Goal of the exercise:
The whole listing below should be retyped exactly, without any images.

━━━━━━━━

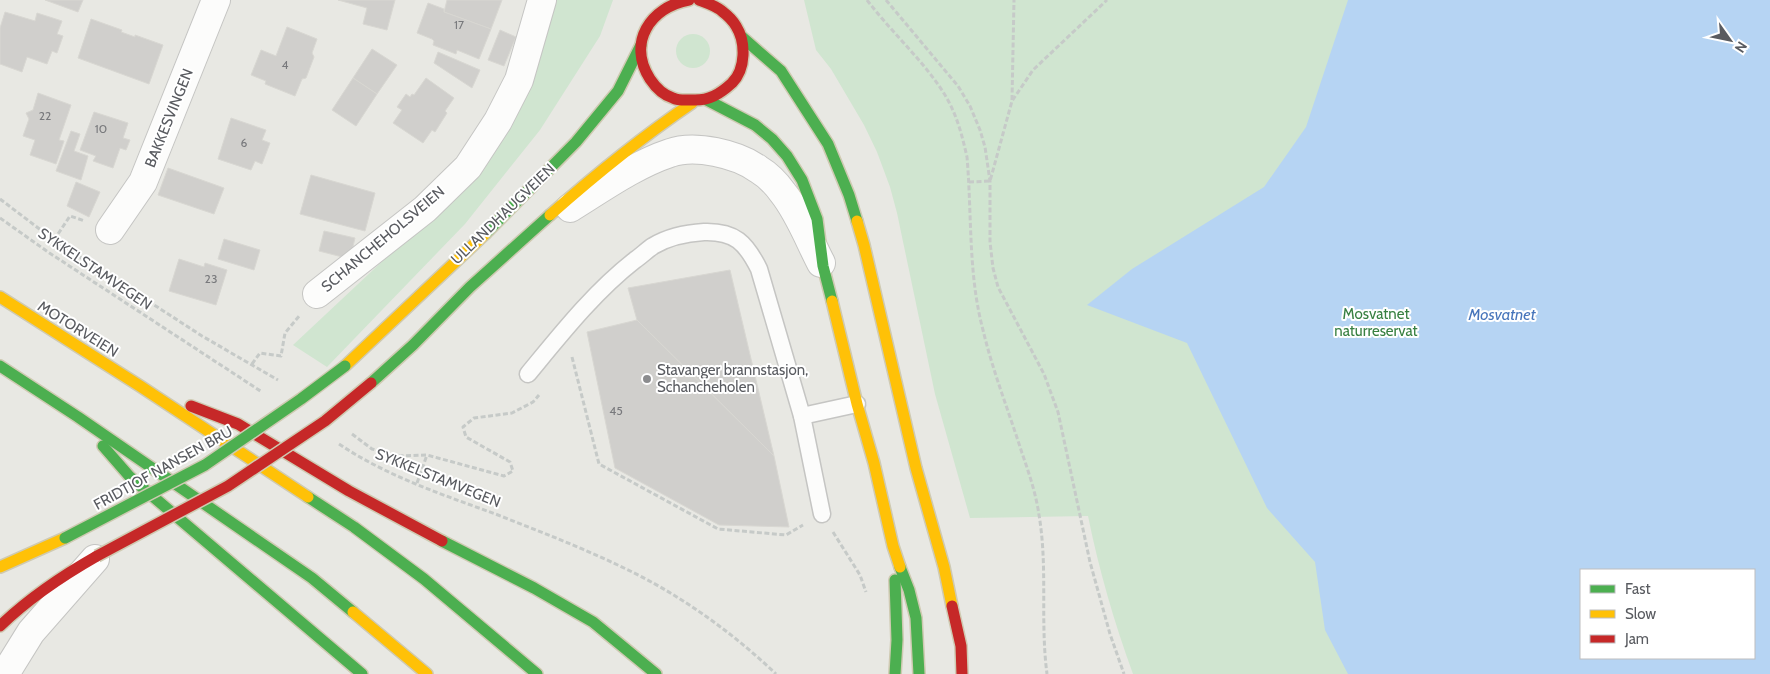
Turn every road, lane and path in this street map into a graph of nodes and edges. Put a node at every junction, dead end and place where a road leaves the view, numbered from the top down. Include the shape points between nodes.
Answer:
1 (216, 0) edge
2 (542, 0) edge
3 (659, 0) edge
4 (689, 0) edge
5 (700, 0) edge
6 (868, 0) edge
7 (886, 0) edge
8 (1014, 0) edge
9 (1107, 0) edge
10 (740, 9) dead end
11 (653, 18) junction
12 (738, 26) junction
13 (742, 37) junction
14 (641, 45) junction
15 (707, 100) junction
16 (1012, 101) junction
17 (692, 103) junction
18 (990, 181) junction
19 (969, 182) junction
20 (0, 200) edge
21 (0, 218) edge
22 (110, 230) joint
23 (526, 236) junction
24 (54, 240) junction
25 (823, 266) junction
26 (317, 294) joint
27 (0, 297) edge
28 (566, 361) dead end
29 (252, 364) junction
30 (0, 366) edge
31 (345, 366) joint
32 (528, 374) dead end
33 (286, 385) dead end
34 (140, 386) junction
35 (544, 388) dead end
36 (264, 394) dead end
37 (857, 404) junction
38 (802, 416) junction
39 (78, 417) junction
40 (349, 431) dead end
41 (337, 442) dead end
42 (427, 455) junction
43 (416, 483) junction
44 (822, 514) junction
45 (894, 546) junction
46 (97, 556) junction
47 (0, 567) edge
48 (866, 593) dead end
49 (0, 626) edge
50 (5, 674) edge
51 (362, 674) edge
52 (427, 674) edge
53 (537, 674) edge
54 (656, 674) edge
55 (776, 674) edge
56 (895, 674) edge
57 (919, 674) edge
58 (962, 674) edge
59 (1047, 674) edge
60 (1124, 674) edge

1 - 22 street, BAKKESVINGEN via 143,182
2 - 26 street, SCHANCHEHOLSVEIEN via 519,80 498,121 468,167 424,209
3 - 11 main road
4 - 11 main road via 665,7
5 - 12 main road via 728,13
6 - 19 path via 945,96 961,130
7 - 18 path via 958,86 970,106 985,147
8 - 16 path
9 - 16 path via 1033,70
10 - 12 main road
11 - 14 main road, ULLANDHAUGVEIEN
12 - 13 main road
13 - 15 main road via 741,69 722,94
13 - 58 main road via 781,72 828,144 849,195 864,245 916,468 944,567 961,646
14 - 17 main road via 642,62 648,78 675,100
14 - 31 main road, ULLANDHAUGVEIEN via 618,90 576,142 511,209
15 - 17 main road
15 - 25 main road via 755,125 787,156 802,180 817,218
16 - 18 path
17 - 23 main road, ULLANDHAUGVEIEN via 656,127
18 - 19 path
18 - 60 path via 990,242 998,288 1044,374 1058,412 1090,562
19 - 59 path via 977,304 1039,515
20 - 24 path
21 - 36 path, SYKKELSTAMVEGEN
22 - 24 path via 70,216
23 - 25 street via 645,164 672,152 696,150 744,161 770,178 789,202
23 - 46 main road, ULLANDHAUGVEIEN, bridge via 413,345 325,421 236,480
24 - 29 path via 202,336
25 - 37 main road
26 - 29 path via 285,333 281,356 260,353
27 - 34 main road, MOTORVEIEN
28 - 44 path via 572,354 599,464 718,530 786,535
29 - 33 path
30 - 39 main road
31 - 47 main road, FRIDTJOF NANSEN BRU, bridge via 205,465 65,538
32 - 38 lane via 615,276 654,246 688,233 713,232 730,235 749,250 759,269
34 - 53 main road via 354,527 424,579
34 - 54 main road via 238,424 349,491 534,588 593,622
35 - 42 path via 533,402 512,413 474,418 463,427 466,437 510,462 512,471 504,476
37 - 38 lane
37 - 45 main road
38 - 44 lane
39 - 51 main road via 130,477
39 - 52 main road via 312,578
40 - 42 path via 372,449 397,456
41 - 43 path, SYKKELSTAMVEGEN via 384,470
42 - 43 path
43 - 55 path, SYKKELSTAMVEGEN via 568,542 626,569 722,628
44 - 48 path via 860,575
45 - 56 main road
45 - 57 main road via 916,618
46 - 49 main road via 30,599
46 - 50 street via 31,632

━━━━━━━━

Written response:
Turn every road, lane and path in this street map into a graph of nodes and edges. Put a node at every junction, dead end and place where a road leaves the view, numbered from the top down. Include the shape points between nodes.
Answer:
1 (216, 0) edge
2 (542, 0) edge
3 (659, 0) edge
4 (689, 0) edge
5 (700, 0) edge
6 (868, 0) edge
7 (886, 0) edge
8 (1014, 0) edge
9 (1107, 0) edge
10 (740, 9) dead end
11 (653, 18) junction
12 (738, 26) junction
13 (742, 37) junction
14 (641, 45) junction
15 (707, 100) junction
16 (1012, 101) junction
17 (692, 103) junction
18 (990, 181) junction
19 (969, 182) junction
20 (0, 200) edge
21 (0, 218) edge
22 (110, 230) joint
23 (526, 236) junction
24 (54, 240) junction
25 (823, 266) junction
26 (317, 294) joint
27 (0, 297) edge
28 (566, 361) dead end
29 (252, 364) junction
30 (0, 366) edge
31 (345, 366) joint
32 (528, 374) dead end
33 (286, 385) dead end
34 (140, 386) junction
35 (544, 388) dead end
36 (264, 394) dead end
37 (857, 404) junction
38 (802, 416) junction
39 (78, 417) junction
40 (349, 431) dead end
41 (337, 442) dead end
42 (427, 455) junction
43 (416, 483) junction
44 (822, 514) junction
45 (894, 546) junction
46 (97, 556) junction
47 (0, 567) edge
48 (866, 593) dead end
49 (0, 626) edge
50 (5, 674) edge
51 (362, 674) edge
52 (427, 674) edge
53 (537, 674) edge
54 (656, 674) edge
55 (776, 674) edge
56 (895, 674) edge
57 (919, 674) edge
58 (962, 674) edge
59 (1047, 674) edge
60 (1124, 674) edge

1 - 22 street, BAKKESVINGEN via 143,182
2 - 26 street, SCHANCHEHOLSVEIEN via 519,80 498,121 468,167 424,209
3 - 11 main road
4 - 11 main road via 665,7
5 - 12 main road via 728,13
6 - 19 path via 945,96 961,130
7 - 18 path via 958,86 970,106 985,147
8 - 16 path
9 - 16 path via 1033,70
10 - 12 main road
11 - 14 main road, ULLANDHAUGVEIEN
12 - 13 main road
13 - 15 main road via 741,69 722,94
13 - 58 main road via 781,72 828,144 849,195 864,245 916,468 944,567 961,646
14 - 17 main road via 642,62 648,78 675,100
14 - 31 main road, ULLANDHAUGVEIEN via 618,90 576,142 511,209
15 - 17 main road
15 - 25 main road via 755,125 787,156 802,180 817,218
16 - 18 path
17 - 23 main road, ULLANDHAUGVEIEN via 656,127
18 - 19 path
18 - 60 path via 990,242 998,288 1044,374 1058,412 1090,562
19 - 59 path via 977,304 1039,515
20 - 24 path
21 - 36 path, SYKKELSTAMVEGEN
22 - 24 path via 70,216
23 - 25 street via 645,164 672,152 696,150 744,161 770,178 789,202
23 - 46 main road, ULLANDHAUGVEIEN, bridge via 413,345 325,421 236,480
24 - 29 path via 202,336
25 - 37 main road
26 - 29 path via 285,333 281,356 260,353
27 - 34 main road, MOTORVEIEN
28 - 44 path via 572,354 599,464 718,530 786,535
29 - 33 path
30 - 39 main road
31 - 47 main road, FRIDTJOF NANSEN BRU, bridge via 205,465 65,538
32 - 38 lane via 615,276 654,246 688,233 713,232 730,235 749,250 759,269
34 - 53 main road via 354,527 424,579
34 - 54 main road via 238,424 349,491 534,588 593,622
35 - 42 path via 533,402 512,413 474,418 463,427 466,437 510,462 512,471 504,476
37 - 38 lane
37 - 45 main road
38 - 44 lane
39 - 51 main road via 130,477
39 - 52 main road via 312,578
40 - 42 path via 372,449 397,456
41 - 43 path, SYKKELSTAMVEGEN via 384,470
42 - 43 path
43 - 55 path, SYKKELSTAMVEGEN via 568,542 626,569 722,628
44 - 48 path via 860,575
45 - 56 main road
45 - 57 main road via 916,618
46 - 49 main road via 30,599
46 - 50 street via 31,632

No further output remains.